START Materials provided

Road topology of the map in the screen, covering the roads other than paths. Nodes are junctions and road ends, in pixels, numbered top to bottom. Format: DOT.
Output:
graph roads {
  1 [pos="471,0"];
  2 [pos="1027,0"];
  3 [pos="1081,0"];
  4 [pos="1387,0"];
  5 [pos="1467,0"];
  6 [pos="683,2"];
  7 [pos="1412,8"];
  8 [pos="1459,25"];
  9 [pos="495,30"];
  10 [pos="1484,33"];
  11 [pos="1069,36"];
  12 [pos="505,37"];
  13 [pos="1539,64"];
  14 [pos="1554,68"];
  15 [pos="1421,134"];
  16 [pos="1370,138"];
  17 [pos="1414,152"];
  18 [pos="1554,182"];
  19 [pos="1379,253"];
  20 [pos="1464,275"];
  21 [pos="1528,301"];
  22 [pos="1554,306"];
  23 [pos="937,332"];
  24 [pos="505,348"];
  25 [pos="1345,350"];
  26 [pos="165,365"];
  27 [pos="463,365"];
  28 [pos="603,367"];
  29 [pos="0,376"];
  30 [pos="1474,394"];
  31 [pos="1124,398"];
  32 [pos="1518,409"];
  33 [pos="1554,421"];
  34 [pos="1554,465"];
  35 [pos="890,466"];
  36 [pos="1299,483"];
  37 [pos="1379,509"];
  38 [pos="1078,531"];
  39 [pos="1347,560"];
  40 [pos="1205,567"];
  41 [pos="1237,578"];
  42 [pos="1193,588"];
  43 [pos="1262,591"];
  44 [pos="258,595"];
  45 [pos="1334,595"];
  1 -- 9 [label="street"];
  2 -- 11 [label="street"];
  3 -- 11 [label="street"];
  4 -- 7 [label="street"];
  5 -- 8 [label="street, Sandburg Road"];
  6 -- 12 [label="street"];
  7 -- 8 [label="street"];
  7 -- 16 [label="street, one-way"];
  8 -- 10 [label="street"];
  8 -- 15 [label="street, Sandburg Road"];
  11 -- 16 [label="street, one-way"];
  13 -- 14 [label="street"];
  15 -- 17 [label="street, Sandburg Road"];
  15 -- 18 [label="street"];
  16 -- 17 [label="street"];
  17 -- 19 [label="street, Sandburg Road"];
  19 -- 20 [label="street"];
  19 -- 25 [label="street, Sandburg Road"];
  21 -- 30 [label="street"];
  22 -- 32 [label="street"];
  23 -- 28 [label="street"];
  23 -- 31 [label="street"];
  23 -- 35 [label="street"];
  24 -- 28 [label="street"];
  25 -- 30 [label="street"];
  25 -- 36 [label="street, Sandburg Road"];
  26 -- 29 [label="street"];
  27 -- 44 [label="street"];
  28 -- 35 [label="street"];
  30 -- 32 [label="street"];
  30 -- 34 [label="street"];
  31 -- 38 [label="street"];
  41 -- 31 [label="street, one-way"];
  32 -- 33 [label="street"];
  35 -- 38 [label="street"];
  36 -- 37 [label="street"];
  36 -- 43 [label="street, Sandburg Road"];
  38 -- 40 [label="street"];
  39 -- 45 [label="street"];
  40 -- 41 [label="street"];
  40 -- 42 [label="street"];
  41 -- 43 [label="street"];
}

END Materials provided

What the exercise asks - Return each line of the listing that holds the word "Sandburg".

Solution for this problem -
  5 -- 8 [label="street, Sandburg Road"];
  8 -- 15 [label="street, Sandburg Road"];
  15 -- 17 [label="street, Sandburg Road"];
  17 -- 19 [label="street, Sandburg Road"];
  19 -- 25 [label="street, Sandburg Road"];
  25 -- 36 [label="street, Sandburg Road"];
  36 -- 43 [label="street, Sandburg Road"];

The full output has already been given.